BEGIN
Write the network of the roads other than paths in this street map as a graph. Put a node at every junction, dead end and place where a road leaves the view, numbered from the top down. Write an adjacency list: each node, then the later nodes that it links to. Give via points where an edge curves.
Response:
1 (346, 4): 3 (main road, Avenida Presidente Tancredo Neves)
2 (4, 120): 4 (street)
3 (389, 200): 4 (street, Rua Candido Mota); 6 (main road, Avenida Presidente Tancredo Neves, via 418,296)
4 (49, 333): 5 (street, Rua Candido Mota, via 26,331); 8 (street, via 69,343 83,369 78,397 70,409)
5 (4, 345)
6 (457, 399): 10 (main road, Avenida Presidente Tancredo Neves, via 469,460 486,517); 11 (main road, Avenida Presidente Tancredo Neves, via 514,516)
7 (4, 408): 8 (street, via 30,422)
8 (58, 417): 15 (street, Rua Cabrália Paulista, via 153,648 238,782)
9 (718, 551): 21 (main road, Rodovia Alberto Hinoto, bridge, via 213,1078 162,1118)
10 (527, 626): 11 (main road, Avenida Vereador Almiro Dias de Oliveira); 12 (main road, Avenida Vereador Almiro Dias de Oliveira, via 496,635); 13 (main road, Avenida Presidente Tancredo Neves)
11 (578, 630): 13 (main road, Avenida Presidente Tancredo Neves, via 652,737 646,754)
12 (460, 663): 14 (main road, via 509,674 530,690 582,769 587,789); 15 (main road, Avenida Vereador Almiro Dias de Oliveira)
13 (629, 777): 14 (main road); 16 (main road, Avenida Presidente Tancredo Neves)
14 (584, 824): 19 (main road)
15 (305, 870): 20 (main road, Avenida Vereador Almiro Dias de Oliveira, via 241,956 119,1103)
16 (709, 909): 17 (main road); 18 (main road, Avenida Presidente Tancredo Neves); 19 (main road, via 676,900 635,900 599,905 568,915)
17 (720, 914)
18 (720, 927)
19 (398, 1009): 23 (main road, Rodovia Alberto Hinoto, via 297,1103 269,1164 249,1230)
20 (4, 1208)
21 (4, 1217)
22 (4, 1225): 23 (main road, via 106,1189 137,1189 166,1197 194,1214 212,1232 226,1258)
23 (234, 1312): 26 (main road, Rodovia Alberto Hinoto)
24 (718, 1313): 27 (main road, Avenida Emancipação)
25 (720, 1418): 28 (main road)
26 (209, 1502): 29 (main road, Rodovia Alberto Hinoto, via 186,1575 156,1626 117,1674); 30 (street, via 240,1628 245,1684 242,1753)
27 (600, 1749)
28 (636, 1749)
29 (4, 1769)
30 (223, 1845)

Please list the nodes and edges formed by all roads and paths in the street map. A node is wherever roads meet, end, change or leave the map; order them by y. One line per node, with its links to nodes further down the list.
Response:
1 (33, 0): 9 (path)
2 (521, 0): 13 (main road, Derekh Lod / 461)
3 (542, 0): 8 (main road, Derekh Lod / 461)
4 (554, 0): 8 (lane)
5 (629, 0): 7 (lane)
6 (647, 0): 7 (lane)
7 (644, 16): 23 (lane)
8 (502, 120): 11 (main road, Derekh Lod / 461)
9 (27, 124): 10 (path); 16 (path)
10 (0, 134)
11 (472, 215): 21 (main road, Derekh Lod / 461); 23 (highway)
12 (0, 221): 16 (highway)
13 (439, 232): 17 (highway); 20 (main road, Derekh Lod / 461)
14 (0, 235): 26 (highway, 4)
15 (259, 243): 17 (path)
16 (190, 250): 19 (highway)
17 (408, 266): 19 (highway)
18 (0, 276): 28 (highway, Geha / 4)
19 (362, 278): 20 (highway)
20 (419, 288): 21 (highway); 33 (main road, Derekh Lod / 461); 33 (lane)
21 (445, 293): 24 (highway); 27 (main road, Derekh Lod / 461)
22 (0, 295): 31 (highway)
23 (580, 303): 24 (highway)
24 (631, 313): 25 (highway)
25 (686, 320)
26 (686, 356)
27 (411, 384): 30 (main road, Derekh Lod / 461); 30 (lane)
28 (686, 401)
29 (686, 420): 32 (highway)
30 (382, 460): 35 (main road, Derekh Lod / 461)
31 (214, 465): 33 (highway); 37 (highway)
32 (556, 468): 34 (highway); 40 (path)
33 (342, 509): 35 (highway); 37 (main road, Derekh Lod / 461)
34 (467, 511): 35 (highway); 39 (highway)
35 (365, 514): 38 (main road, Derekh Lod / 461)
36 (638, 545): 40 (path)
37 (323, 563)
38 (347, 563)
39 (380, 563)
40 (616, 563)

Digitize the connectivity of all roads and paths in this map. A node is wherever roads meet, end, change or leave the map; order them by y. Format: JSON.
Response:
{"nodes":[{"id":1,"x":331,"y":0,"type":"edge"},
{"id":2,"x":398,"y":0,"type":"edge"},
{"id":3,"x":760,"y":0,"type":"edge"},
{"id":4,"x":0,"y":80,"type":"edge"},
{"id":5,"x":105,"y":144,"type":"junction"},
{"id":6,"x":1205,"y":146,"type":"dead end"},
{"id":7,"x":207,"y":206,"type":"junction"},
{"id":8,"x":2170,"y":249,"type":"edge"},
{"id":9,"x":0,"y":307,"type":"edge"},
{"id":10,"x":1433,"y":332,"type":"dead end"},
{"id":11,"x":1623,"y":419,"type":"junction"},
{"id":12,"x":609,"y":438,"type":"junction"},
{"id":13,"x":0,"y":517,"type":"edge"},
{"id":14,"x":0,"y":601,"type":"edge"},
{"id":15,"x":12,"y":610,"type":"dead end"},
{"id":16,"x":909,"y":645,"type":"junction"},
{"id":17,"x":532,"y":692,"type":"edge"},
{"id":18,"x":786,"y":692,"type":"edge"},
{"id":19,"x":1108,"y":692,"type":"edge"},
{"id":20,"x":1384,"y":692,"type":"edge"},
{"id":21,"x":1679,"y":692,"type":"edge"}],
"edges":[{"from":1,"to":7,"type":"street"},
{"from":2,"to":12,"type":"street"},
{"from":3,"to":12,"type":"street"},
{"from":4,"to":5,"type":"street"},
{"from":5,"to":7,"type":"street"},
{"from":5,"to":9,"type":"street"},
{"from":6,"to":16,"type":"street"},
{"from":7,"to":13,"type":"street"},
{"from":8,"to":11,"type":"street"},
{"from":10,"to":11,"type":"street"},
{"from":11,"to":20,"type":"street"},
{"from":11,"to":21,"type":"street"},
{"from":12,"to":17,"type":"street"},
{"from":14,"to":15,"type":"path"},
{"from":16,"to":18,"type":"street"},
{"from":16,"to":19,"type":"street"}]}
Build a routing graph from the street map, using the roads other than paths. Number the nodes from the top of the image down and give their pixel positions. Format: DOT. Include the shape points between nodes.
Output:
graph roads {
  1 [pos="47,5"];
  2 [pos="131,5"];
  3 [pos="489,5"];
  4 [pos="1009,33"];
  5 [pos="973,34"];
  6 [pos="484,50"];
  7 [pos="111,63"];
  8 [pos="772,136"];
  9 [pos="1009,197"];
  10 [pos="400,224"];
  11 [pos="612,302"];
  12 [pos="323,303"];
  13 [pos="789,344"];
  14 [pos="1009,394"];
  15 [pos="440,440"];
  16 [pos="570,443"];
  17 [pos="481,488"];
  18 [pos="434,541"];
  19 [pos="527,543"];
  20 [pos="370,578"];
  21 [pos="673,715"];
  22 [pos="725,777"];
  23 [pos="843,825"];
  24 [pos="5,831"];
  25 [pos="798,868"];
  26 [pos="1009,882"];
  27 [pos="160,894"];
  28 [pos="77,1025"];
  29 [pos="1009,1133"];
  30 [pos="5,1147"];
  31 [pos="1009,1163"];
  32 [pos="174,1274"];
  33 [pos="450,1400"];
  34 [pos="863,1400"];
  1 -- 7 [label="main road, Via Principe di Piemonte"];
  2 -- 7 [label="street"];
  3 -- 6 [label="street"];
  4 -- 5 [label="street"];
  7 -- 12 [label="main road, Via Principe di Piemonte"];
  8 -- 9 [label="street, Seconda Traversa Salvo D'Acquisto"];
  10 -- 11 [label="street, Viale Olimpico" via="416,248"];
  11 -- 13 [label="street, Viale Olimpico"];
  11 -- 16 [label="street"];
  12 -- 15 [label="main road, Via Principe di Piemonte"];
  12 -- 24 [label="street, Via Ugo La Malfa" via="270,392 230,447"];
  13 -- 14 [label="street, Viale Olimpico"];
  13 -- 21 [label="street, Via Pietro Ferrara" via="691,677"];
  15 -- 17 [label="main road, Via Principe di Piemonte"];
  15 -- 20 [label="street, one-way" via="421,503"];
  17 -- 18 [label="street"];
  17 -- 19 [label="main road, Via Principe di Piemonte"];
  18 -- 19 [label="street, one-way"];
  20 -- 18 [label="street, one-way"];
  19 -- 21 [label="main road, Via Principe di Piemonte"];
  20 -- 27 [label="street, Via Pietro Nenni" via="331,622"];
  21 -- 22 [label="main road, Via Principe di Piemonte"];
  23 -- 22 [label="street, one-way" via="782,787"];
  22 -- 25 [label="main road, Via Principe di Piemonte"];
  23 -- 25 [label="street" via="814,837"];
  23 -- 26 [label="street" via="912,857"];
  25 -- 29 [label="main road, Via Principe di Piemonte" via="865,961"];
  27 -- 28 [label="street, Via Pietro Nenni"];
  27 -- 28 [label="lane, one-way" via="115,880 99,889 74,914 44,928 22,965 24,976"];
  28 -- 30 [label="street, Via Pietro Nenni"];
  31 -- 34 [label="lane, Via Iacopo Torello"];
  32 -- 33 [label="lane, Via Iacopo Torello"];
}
END
» About this exercise:
From the material above, copy each line that includes the word "wherever".

» Task answer:
Please list the nodes and edges formed by all roads and paths in the street map. A node is wherever roads meet, end, change or leave the map; order them by y. One line per node, with its links to nodes further down the list.
Digitize the connectivity of all roads and paths in this map. A node is wherever roads meet, end, change or leave the map; order them by y. Format: JSON.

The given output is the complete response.